Против него твердо поместился, разложив локти по столу, пожилой, лысоватый человек, с большим лицом и очень сильными очками на мягком носу, одетый в серый пиджак, в цветной рубашке «фантазия», с черным шнурком вместо галстука. Он сосредоточенно кушал и молчал. Варавка, назвав длинную двойную фамилию, прибавил:
– Наш редактор.
И продолжал, как всегда, не затрудняясь в поисках слов:
– Стороны треугольника: бюрократизм, возрождающееся народничество и марксизм в его трактовке рабочего вопроса…
– Совершенно согласен, – сказал редактор, склонив голову; кисточки шнурка выскочили из-за жилета и повисли над тарелкой, редактор торопливо тупенькими красными пальцами заткнул их на место.

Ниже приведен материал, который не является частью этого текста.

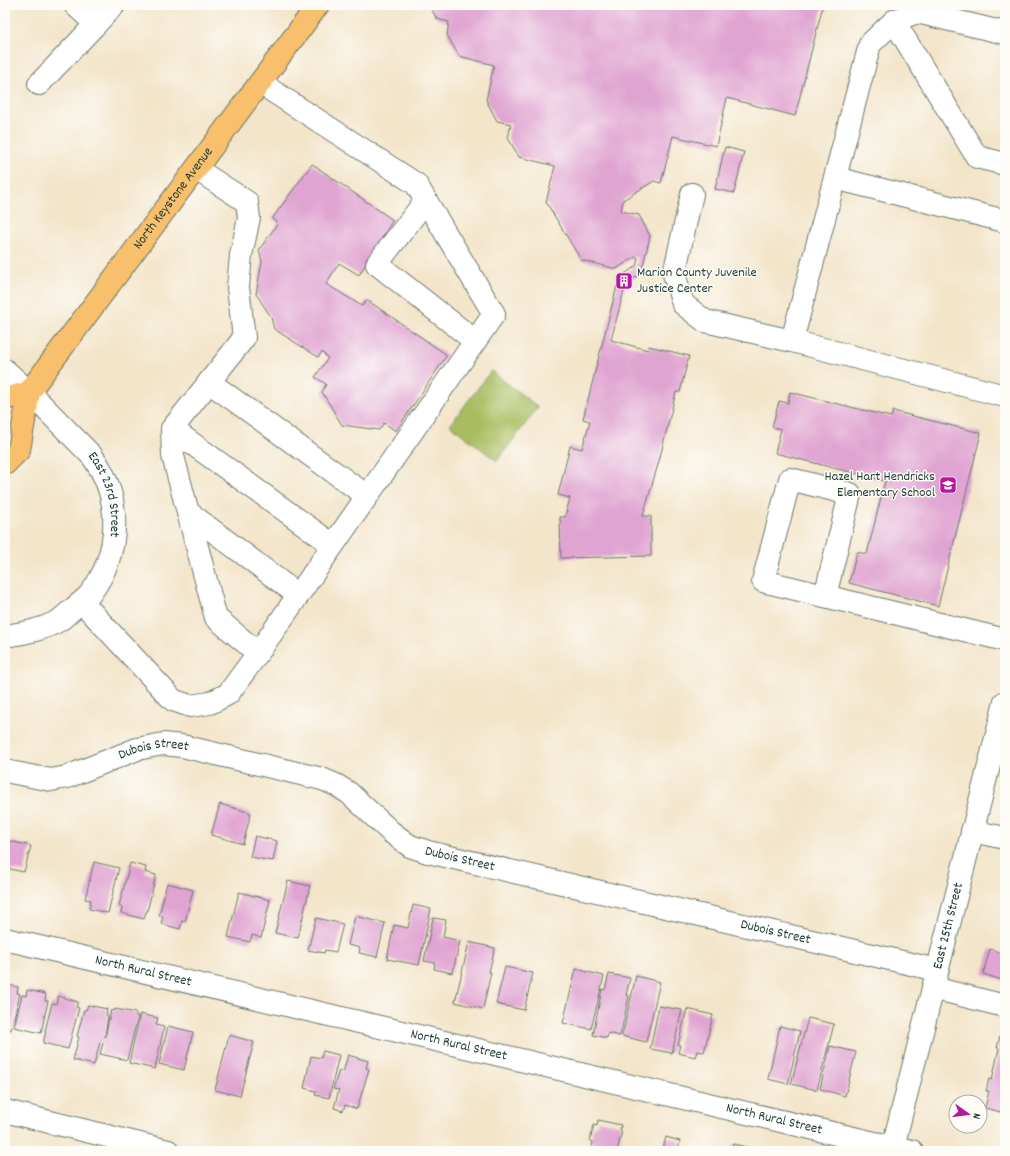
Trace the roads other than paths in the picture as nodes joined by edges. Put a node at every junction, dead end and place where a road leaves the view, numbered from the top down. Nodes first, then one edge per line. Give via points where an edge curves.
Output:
1 (75, 5) edge
2 (114, 5) edge
3 (318, 5) edge
4 (894, 21) junction
5 (96, 24) junction
6 (1005, 33) edge
7 (260, 83) junction
8 (39, 84) dead end
9 (1005, 164) edge
10 (196, 169) junction
11 (835, 178) junction
12 (692, 194) dead end
13 (426, 200) junction
14 (1005, 221) edge
15 (475, 341) junction
16 (792, 341) junction
17 (5, 370) edge
18 (209, 382) junction
19 (30, 392) junction
20 (1005, 396) edge
21 (5, 399) edge
22 (172, 429) junction
23 (5, 464) edge
24 (367, 496) junction
25 (188, 512) junction
26 (333, 545) junction
27 (298, 595) junction
28 (825, 596) junction
29 (82, 602) junction
30 (5, 636) edge
31 (1005, 640) edge
32 (258, 653) junction
33 (1005, 702) edge
34 (5, 771) edge
35 (972, 831) junction
36 (1005, 838) edge
37 (5, 939) edge
38 (935, 979) junction
39 (1005, 1006) edge
40 (5, 1111) edge
41 (899, 1150) edge
42 (168, 1151) edge

1 - 5 street
2 - 5 street
3 - 7 main road, North Keystone Avenue
4 - 6 street via 917,12
4 - 9 street via 977,157
4 - 11 street via 870,44
5 - 8 street
7 - 10 main road, North Keystone Avenue
7 - 13 street via 416,184
10 - 18 street via 247,202 249,218 241,255 238,287 244,338
10 - 19 main road, North Keystone Avenue
11 - 14 street
11 - 16 street
12 - 16 street via 674,274 684,304 706,321
13 - 15 street via 494,314
13 - 15 street via 377,264
15 - 24 street
16 - 20 street
17 - 19 street, East 23rd Street
18 - 22 street
18 - 24 street
19 - 21 main road
19 - 23 main road, North Keystone Avenue via 19,450
19 - 29 street, East 23rd Street via 95,460 107,482 115,511 113,540 108,560 100,578
22 - 25 street via 173,456
22 - 26 street
24 - 26 street
25 - 27 street
25 - 32 street via 216,618
26 - 27 street
27 - 32 street
28 - 28 street via 763,581 790,479 850,494
28 - 31 street
29 - 30 street, East 23rd Street via 68,614 32,632
29 - 32 street via 173,700 190,706 210,703 228,694
33 - 35 street, East 25th Street
34 - 38 street, Dubois Street via 51,780 67,777 137,750 163,744 182,746 322,779 336,785 349,793 410,846 428,852
35 - 36 street
35 - 38 street, East 25th Street
37 - 41 street, North Rural Street
38 - 39 street, Dubois Street
38 - 41 street, East 25th Street
40 - 42 street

Кушал он очень интересно и с великой осторожностью. Внимательно следил, чтоб куски холодного мяса и ветчины были равномерны, тщательно обрезывал ножом излишек их, пронзал вилкой оба куска и, прежде чем положить их в рот, на широкие, тупые зубы, поднимал вилку на уровень очков, испытующе осматривал двуцветные кусочки. Даже огурец он кушал с великой осторожностью, как рыбу, точно ожидая встретить в огурце кость. Жевал медленно; серые волосы на скулах его вставали дыбом, на подбородке шевелилась тугая, коротенькая борода, подстриженная аккуратно. Он вызывал впечатление крепкого, надежного человека, который привык и умеет делать все так же осторожно и уверенно, как он ест.
С багрового лица Варавки веселые медвежьи глазки благосклонно разглядывали высокий гладкий лоб, солидно сиявшую лысину, густые, серые и неподвижные брови. Климу казалось, что самое замечательное на обширном лице редактора – его нижняя, обиженно отвисшая губа лиловатого цвета. Эта странная губа придавала плюшевому лицу капризное выражение – с такой обиженной губой сидят среди взрослых дети, уверенные в том, что они наказаны несправедливо. Говорил редактор не спеша, очень внятно, немного заикаясь, пред гласными он как бы ставил апостроф:
– Зн’ачит: «Р’усск’ие в’едомости» б’ез их академизма и, как вы сказали, – с максимумом живого отношения к истинно культурным нуждам края?